++++ Input material
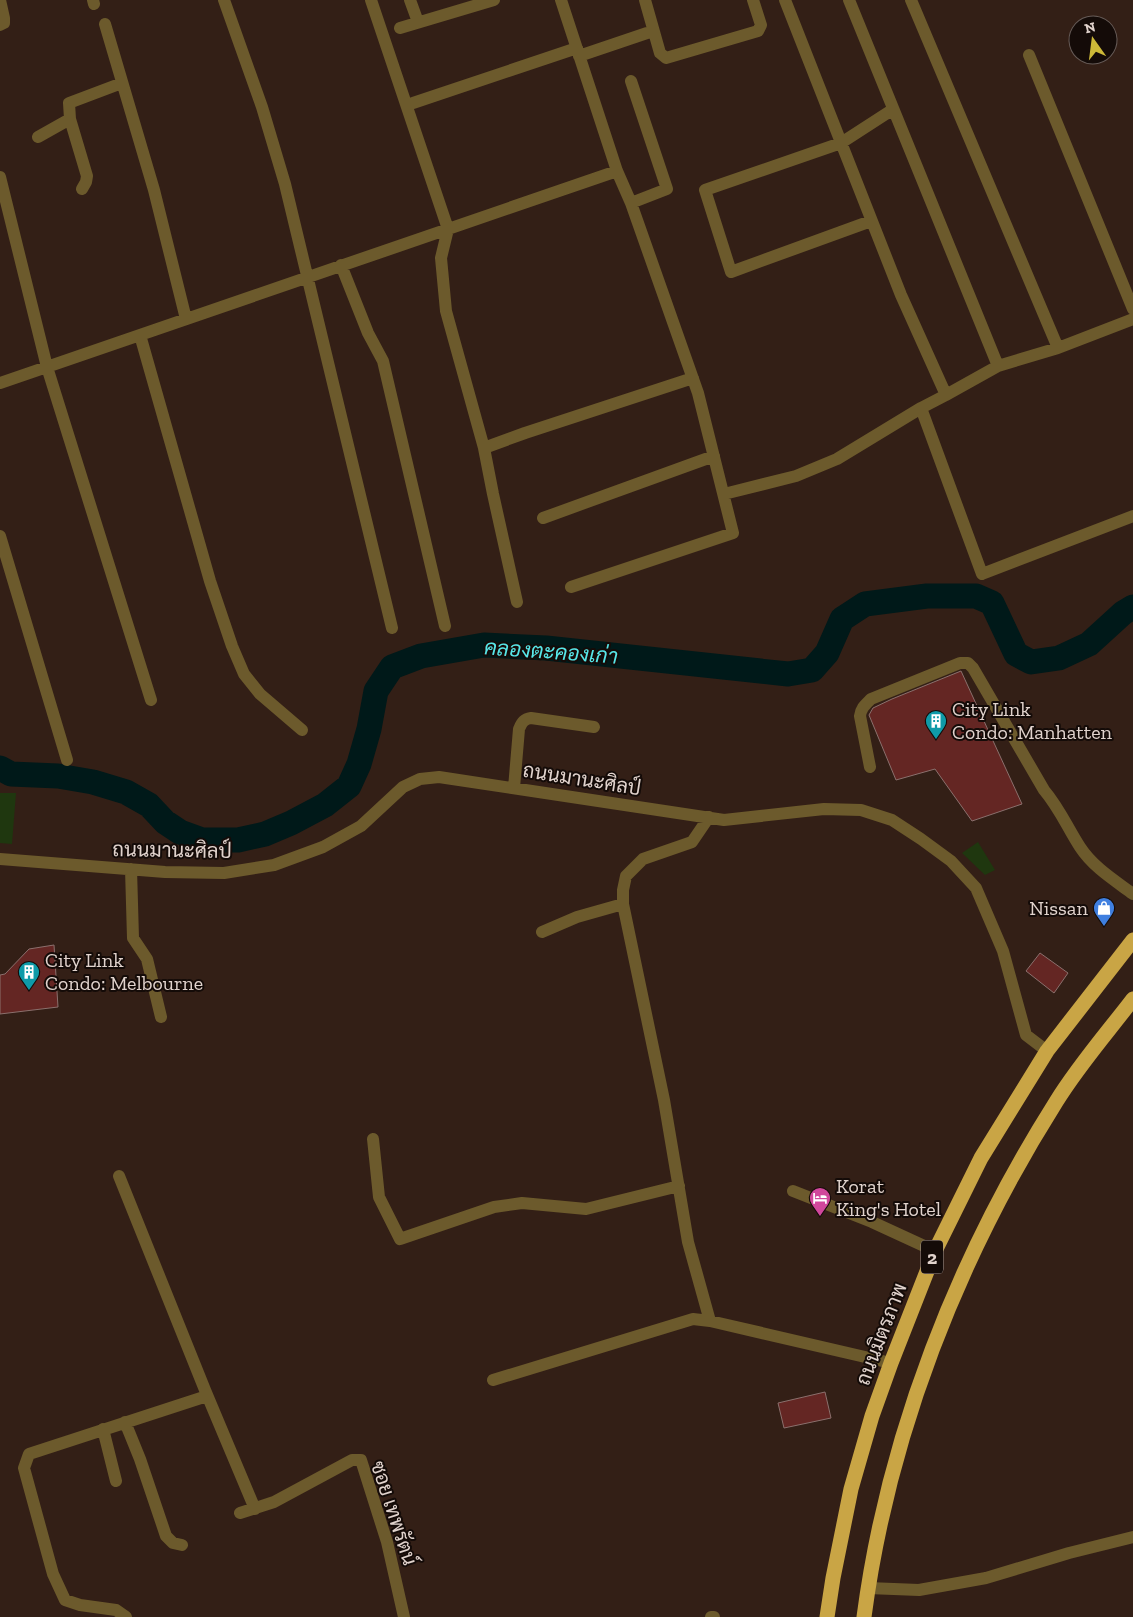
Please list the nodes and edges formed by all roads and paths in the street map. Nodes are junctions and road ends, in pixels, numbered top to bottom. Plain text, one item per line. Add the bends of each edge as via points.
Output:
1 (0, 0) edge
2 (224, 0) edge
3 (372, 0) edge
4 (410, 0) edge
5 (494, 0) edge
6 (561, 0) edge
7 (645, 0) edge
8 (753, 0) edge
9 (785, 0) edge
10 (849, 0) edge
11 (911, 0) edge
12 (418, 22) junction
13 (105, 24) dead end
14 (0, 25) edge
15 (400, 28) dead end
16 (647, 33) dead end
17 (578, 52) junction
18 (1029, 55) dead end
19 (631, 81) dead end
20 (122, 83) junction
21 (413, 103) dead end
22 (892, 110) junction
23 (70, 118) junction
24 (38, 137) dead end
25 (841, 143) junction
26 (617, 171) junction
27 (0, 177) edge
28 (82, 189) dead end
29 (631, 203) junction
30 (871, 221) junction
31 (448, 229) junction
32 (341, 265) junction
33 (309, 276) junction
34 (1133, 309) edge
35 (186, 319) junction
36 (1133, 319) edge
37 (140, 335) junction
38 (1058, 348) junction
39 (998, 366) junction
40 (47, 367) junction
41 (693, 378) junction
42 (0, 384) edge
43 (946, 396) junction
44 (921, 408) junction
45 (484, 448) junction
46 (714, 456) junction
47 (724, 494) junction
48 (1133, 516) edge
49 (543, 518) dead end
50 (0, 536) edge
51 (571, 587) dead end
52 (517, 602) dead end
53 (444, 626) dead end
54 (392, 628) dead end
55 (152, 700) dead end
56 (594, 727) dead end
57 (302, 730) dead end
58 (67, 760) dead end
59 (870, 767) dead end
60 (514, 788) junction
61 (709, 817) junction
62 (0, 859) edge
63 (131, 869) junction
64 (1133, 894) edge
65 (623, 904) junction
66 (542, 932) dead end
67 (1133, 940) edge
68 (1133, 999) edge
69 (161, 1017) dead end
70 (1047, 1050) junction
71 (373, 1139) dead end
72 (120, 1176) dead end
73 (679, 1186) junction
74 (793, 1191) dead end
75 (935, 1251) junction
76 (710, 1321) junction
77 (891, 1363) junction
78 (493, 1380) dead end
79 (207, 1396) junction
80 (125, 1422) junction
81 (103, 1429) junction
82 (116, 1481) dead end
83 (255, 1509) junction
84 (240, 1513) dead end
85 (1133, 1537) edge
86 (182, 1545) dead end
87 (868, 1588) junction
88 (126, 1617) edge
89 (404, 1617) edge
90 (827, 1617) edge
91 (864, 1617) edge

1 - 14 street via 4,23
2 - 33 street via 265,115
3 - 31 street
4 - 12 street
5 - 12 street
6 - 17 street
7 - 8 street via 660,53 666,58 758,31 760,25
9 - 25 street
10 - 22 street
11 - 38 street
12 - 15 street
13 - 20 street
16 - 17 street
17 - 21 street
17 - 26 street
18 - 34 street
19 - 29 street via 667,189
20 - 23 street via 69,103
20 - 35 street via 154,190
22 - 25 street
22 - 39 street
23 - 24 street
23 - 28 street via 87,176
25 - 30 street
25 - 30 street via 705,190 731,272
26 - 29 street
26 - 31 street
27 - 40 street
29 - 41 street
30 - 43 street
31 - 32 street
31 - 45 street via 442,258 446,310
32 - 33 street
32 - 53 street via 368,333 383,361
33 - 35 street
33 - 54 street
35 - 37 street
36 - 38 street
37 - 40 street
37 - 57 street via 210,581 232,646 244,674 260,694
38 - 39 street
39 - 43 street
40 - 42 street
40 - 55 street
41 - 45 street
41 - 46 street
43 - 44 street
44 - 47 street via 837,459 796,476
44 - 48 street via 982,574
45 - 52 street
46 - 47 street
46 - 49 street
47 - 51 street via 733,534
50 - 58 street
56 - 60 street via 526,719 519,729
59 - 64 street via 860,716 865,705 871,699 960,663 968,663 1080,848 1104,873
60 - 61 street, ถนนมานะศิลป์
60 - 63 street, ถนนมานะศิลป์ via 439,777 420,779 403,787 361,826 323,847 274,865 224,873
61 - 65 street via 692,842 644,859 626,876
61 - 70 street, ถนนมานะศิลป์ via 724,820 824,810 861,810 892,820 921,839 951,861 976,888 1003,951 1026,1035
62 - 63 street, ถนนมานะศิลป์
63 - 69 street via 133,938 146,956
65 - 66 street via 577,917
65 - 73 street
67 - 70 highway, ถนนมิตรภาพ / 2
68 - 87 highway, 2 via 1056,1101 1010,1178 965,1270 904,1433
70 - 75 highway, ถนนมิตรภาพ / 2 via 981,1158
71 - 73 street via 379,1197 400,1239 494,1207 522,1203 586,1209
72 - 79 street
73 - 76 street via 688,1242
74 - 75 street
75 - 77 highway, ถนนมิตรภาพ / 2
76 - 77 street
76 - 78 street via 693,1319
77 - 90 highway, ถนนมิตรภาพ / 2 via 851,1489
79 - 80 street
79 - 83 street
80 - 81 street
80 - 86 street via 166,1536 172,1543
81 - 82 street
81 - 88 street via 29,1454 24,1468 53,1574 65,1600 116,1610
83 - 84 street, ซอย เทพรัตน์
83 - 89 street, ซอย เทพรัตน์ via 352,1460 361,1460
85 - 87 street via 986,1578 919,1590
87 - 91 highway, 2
++++++++
What this task involves =>
Look at the entries above. Say how many lines have the word "เทพร", and give only the number.

Result of the exercise =>
2